Madam Cynthia Mamle Morrison, the Minister of Gender and Social Protection, has urged Municipal and District Assemblies (MDAs) in Upper East Region to use the Ghana National Household Register (GNHR) for their research and planning.

She said the register when used effectively would help planners of assemblies to locate and understand the needs of poor people and their communities.

This would make it easy for the provision of social interventions such as education, health and livelihood empowerment initiatives to improve their lives.

Madam Morrison who was speaking at a one-day GNHR data dissemination workshop in Bolgatanga noted that the National Household Register was a chief driver for national development and a major tool for developing public policy management for social protection programmes.

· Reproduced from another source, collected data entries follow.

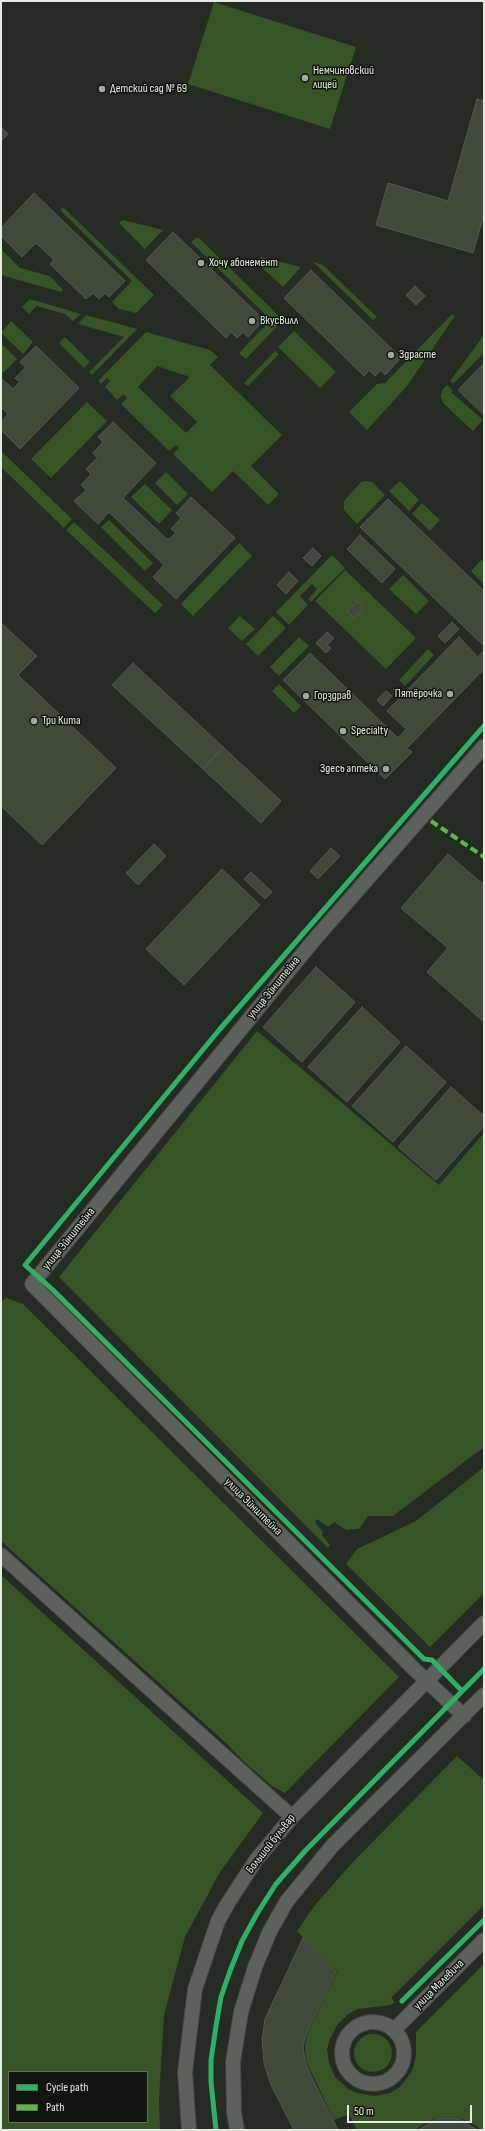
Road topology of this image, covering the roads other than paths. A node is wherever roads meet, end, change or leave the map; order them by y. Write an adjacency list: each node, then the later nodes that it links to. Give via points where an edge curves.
1 (484, 746): 4 (street, улица Эйнштейна, via 314,940 32,1284)
2 (1, 1555): 7 (street)
3 (484, 1623): 4 (street, Большой бульвар)
4 (426, 1680): 6 (street, улица Эйнштейна); 7 (street, Большой бульвар)
5 (484, 1695): 6 (street)
6 (464, 1716): 11 (street, via 333,1845 287,1901 270,1932 255,1968 240,2020 233,2062)
7 (292, 1817): 10 (street, Большой бульвар, via 256,1860 228,1903 218,1921 204,1959 195,1989 187,2041 185,2072)
8 (484, 1940): 9 (street, улица Малевича)
9 (394, 2030): 9 (street, via 384,2024 372,2022 360,2025 350,2032 344,2042 342,2054 345,2066 352,2076 362,2082 374,2084 386,2081 396,2074 402,2063 404,2051 401,2040)
10 (189, 2130)
11 (237, 2130)

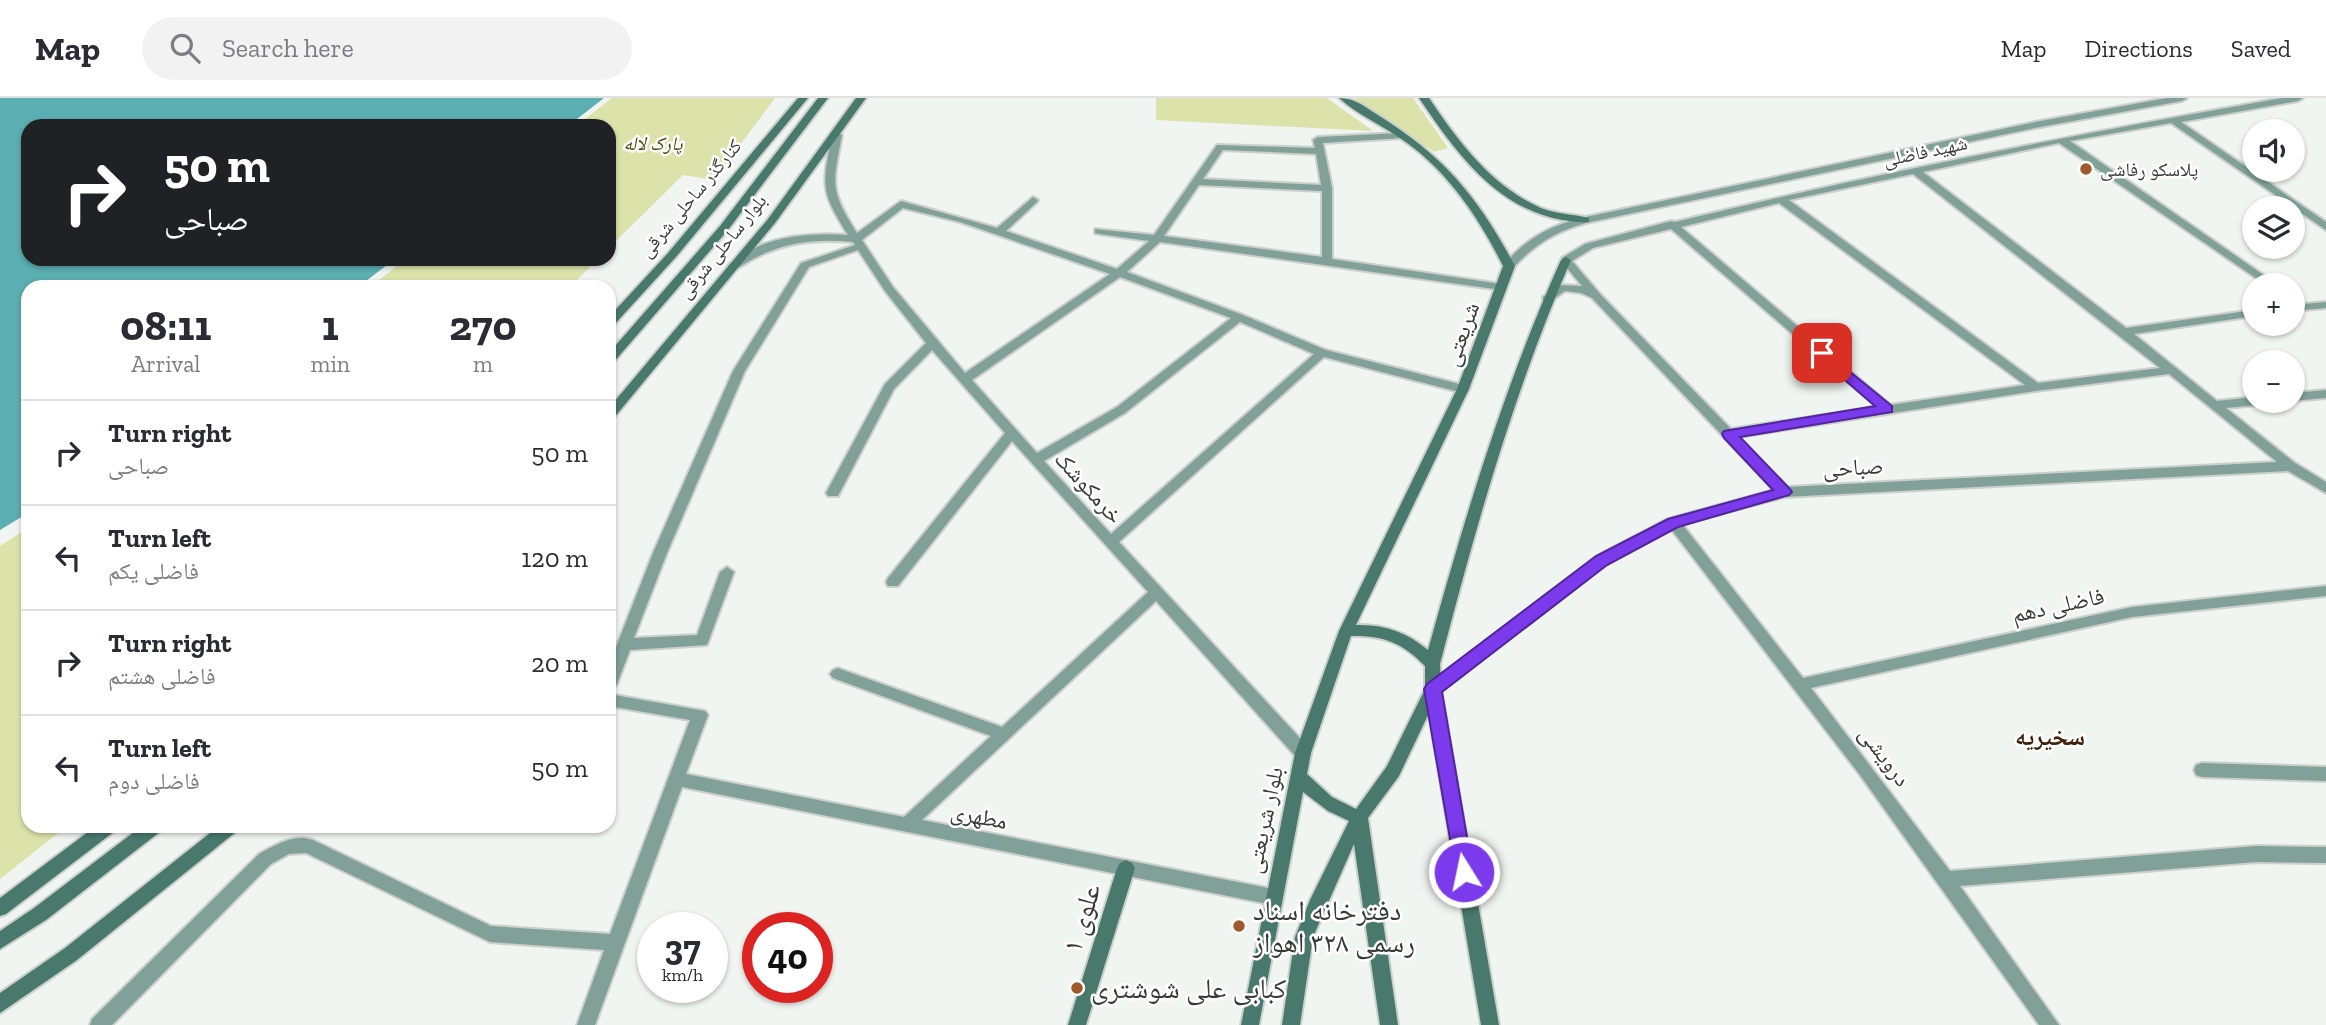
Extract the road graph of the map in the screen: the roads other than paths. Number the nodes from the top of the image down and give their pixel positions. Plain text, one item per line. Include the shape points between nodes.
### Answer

The GNHR could be used to formulate programmes that would create grounds for public policy management to build effective social intervention systems to empower the neediest in society.

The mandate of GNHR is in line with government policies to develop an integrated programme for the registration and selection of all persons including school children, persons with disabilities and others facing chronic poverty into a common database for the purpose of targeting them for LEAP and other social protection interventions, to improve their lives.

“The GNHR will be used to research and develop areas of social protection for the poor and vulnerable and that will go a long way to enhance the efficiency and effectiveness of the numerous social protection programmes,” she added.

He called on the MDAs, Academia, and Civil Society Organizations to use the data for research and planning for the development needs of the people.

Dr Prosper Laari, the National Coordinator of GNHR, in a presentation said a total of 184,125 households were enumerated in the region and about 58 per cent of them were headed by males.

Only 21 per cent of the households were classified as urban, 28 per cent extremely poor and 31 per cent being non-poor.

According to Dr. Laari, 6.7 per cent of household heads were elderly and 3.4 per cent living with disabilities while 15 per cent of households were benefiting from at least one social programme, and a total of 17.4 per cent benefiting in all social protection programmes.

The workshop brought together participants from the academia, CSOs, Municipal and District Chief Executives from the region, the Media, planners from the various MDAs and staff of the Ministry of local government among others.